[What the exercise asks] Within the entries below, find each line containing the word "nodes" and copy it.

--------------------------------

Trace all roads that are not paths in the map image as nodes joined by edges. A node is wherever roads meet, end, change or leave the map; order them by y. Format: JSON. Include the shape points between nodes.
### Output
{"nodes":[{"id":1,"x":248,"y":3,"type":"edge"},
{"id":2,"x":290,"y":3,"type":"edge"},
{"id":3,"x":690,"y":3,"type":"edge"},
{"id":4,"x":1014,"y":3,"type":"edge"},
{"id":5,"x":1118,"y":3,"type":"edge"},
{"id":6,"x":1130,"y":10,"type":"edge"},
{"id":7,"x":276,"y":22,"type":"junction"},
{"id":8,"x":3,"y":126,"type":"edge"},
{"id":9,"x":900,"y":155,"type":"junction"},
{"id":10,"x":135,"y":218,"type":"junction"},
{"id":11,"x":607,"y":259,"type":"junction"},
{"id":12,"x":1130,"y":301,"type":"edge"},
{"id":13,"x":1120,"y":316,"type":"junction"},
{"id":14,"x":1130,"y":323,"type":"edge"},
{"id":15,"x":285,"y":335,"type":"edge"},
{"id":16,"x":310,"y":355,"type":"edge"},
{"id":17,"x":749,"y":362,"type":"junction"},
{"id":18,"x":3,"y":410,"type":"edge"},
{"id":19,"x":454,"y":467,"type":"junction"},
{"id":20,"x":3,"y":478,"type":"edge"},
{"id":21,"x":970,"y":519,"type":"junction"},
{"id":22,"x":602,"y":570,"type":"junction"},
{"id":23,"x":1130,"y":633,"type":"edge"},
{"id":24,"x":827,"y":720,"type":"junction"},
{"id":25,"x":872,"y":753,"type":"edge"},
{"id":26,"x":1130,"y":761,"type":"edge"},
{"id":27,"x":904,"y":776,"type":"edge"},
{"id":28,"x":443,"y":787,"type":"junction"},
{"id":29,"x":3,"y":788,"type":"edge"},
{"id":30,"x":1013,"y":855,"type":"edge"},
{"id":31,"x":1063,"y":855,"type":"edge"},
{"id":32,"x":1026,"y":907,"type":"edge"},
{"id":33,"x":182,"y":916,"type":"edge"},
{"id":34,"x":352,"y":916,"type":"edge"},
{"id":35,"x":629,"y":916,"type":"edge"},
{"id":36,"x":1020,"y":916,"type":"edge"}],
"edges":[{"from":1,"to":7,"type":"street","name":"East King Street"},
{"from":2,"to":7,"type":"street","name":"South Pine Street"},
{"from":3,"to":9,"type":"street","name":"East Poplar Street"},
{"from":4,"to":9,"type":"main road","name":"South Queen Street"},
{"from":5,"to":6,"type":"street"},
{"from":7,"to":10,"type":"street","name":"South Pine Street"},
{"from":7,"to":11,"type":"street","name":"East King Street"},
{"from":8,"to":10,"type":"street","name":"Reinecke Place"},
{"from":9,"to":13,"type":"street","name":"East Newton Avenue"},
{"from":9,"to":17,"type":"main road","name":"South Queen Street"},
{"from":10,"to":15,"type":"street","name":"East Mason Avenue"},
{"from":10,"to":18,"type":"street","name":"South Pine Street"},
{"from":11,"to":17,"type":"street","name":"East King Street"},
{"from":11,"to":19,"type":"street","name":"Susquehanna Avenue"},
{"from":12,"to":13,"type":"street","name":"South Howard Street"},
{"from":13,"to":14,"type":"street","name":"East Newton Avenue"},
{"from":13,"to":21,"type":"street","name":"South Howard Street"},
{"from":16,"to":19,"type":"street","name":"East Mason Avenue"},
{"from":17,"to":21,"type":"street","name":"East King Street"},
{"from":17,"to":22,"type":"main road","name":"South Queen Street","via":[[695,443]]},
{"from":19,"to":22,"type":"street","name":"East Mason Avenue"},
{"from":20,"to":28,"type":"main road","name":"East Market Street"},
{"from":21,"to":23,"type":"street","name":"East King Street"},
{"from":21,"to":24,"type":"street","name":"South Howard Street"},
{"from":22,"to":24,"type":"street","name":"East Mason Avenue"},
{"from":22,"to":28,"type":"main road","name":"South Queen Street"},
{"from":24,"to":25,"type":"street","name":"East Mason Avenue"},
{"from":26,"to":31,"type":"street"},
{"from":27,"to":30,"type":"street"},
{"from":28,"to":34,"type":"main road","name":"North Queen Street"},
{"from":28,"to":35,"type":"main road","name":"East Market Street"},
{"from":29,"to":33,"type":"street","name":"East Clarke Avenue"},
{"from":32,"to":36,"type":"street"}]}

--------------------------------

[Written response]
Trace all roads that are not paths in the map image as nodes joined by edges. A node is wherever roads meet, end, change or leave the map; order them by y. Format: JSON. Include the shape points between nodes.
{"nodes":[{"id":1,"x":248,"y":3,"type":"edge"},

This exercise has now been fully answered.